But you know what? Fuck it. That's right, who gives a shit? Why should I stop my creative juices from flowing just because someone knows who I am. And to be honest, it's not that hard to discover an anonymous writers identity - even without them saying 'Yup that's me'.

I’m back to my ‘who gives a shit’ attitude.

I’m the god damn rock star of hilarity! The blog is back bitches. Let the merriment begin!  Tra la la la la.

Sunday, January 25, 2015

FitBit To Be Tied

The Penguin March Badge
I got a badge today. The Penguin March badge. You see, when you walk 70 lifetime miles, you match the distance of the March of the Penguins - the annual trip the emperor penguins make to their breeding grounds. I guess I need to pee on a pregnancy stick now.

No I’m not a girl scout.

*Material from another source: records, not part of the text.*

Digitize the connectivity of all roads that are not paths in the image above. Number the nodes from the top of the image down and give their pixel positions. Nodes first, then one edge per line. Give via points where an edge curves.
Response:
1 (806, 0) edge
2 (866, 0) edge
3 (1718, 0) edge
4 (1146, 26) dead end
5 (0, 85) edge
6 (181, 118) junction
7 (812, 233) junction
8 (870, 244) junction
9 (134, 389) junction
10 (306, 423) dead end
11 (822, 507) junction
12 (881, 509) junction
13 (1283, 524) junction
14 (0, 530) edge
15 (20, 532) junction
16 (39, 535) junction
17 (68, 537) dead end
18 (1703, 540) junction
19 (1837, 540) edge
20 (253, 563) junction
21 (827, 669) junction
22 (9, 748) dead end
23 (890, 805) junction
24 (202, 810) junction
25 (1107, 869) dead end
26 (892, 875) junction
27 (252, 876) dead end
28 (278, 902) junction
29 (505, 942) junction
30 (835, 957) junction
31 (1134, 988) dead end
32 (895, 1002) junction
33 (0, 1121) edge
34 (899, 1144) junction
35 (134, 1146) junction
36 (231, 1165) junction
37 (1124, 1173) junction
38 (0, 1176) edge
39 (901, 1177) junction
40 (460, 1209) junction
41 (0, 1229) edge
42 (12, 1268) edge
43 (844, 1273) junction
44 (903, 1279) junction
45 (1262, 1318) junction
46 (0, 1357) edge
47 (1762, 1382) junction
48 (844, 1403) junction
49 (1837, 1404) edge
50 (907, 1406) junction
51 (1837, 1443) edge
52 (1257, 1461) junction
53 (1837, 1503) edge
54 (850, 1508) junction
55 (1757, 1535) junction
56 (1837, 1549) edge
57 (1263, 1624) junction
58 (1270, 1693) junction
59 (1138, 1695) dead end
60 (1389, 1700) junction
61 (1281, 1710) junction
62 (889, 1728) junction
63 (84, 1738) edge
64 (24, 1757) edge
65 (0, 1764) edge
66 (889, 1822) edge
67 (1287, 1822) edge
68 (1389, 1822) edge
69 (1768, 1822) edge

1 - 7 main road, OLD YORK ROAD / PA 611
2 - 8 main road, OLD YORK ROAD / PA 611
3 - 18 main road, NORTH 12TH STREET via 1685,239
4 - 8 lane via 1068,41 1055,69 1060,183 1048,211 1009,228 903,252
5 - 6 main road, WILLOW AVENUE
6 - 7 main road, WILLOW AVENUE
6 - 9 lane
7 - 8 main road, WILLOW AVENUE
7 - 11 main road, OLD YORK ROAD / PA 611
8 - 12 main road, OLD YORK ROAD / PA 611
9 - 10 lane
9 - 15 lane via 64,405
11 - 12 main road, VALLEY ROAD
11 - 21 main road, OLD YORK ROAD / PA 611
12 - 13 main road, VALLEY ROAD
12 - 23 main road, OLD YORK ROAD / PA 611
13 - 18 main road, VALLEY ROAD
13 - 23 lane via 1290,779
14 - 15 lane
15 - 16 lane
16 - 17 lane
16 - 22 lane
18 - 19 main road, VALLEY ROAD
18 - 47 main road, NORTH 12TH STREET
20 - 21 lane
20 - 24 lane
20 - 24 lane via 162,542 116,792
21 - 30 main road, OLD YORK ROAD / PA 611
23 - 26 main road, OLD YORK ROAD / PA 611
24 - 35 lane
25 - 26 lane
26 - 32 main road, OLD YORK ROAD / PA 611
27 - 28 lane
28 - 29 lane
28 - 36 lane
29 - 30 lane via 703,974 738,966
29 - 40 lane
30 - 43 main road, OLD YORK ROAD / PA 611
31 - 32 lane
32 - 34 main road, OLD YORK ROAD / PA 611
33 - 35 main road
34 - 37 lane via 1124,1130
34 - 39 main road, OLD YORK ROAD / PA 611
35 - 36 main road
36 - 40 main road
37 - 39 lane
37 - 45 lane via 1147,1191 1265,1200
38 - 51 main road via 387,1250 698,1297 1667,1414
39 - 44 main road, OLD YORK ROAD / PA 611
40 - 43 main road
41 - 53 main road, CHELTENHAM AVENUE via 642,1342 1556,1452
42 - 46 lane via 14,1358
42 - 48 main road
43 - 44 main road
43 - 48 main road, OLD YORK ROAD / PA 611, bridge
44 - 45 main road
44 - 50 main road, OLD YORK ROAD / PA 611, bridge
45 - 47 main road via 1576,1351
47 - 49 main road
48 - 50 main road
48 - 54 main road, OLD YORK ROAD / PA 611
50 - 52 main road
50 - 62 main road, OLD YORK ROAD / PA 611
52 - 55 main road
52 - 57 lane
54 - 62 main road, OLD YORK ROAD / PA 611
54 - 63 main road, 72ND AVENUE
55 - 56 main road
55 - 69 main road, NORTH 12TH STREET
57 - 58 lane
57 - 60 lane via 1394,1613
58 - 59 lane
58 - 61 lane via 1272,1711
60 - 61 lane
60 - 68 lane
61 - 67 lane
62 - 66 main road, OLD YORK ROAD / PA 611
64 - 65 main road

Fuck, have you even read my blog

I’m the proud owner of a FitBit physical activity/fitness tracker. One of the thousands given as gifts this past Christmas. It tracks the steps you take, the stairs you climb, even your sleep. It sends emails to keep you motivated, and emails little badges when you reach a milestone. My brother Boris and his wife Natasha have one as well. My sister P.I.T.A. does not. She says she ‘doesn’t like to be tied down’. That’s a pity for her.
The FitBit One

FitBit ownership starts off as fun. Woo hoo, I walked 5,021 steps today! And you’re feeling proud and productive. Until you find out that your brother walked 9,989 steps. And your sister in law walked 10,200 steps. And you’re like, what the fuck? Did she tie the damn thing to the dog? 

My competitive nature kicked in. Now I’m hopping around while cooking dinner. Bringing the laundry down the steps a piece at a time. Taking the dogs for such long walks that Frank the Boston starts to sniff every piece of dead grass while giving me ‘are you fucking kidding me’ looks. 

The other day I got an email from my FitBit. The email said that I if I walk another 1,500 steps, I’d make ‘my’ goal of 10,000 steps. I sat there for a minute, my brain actually contemplating doing as told. I mean, it’s only 1,500 steps. Easy, right? But when did 10,000 become ‘MY’ goal? If it were that easy, then why didn’t I already have it done? I work hard, dance around my desk like Richard Simmons chasing Chris Hemsworth (cuz he's so dreamy) to get steps in. I take the stairs instead of the elevator (thankfully the building is only four floors). If I wasn’t so exhausted from constantly moving around like a god damned fire walker, I would have walked those extra steps already! Where’s the appreciation for the effort I already put in? Where’s the love now FitBit buddy? That email boarders on harassment! Are you heckling me FitBit ol’pal? I ignored the FitBit.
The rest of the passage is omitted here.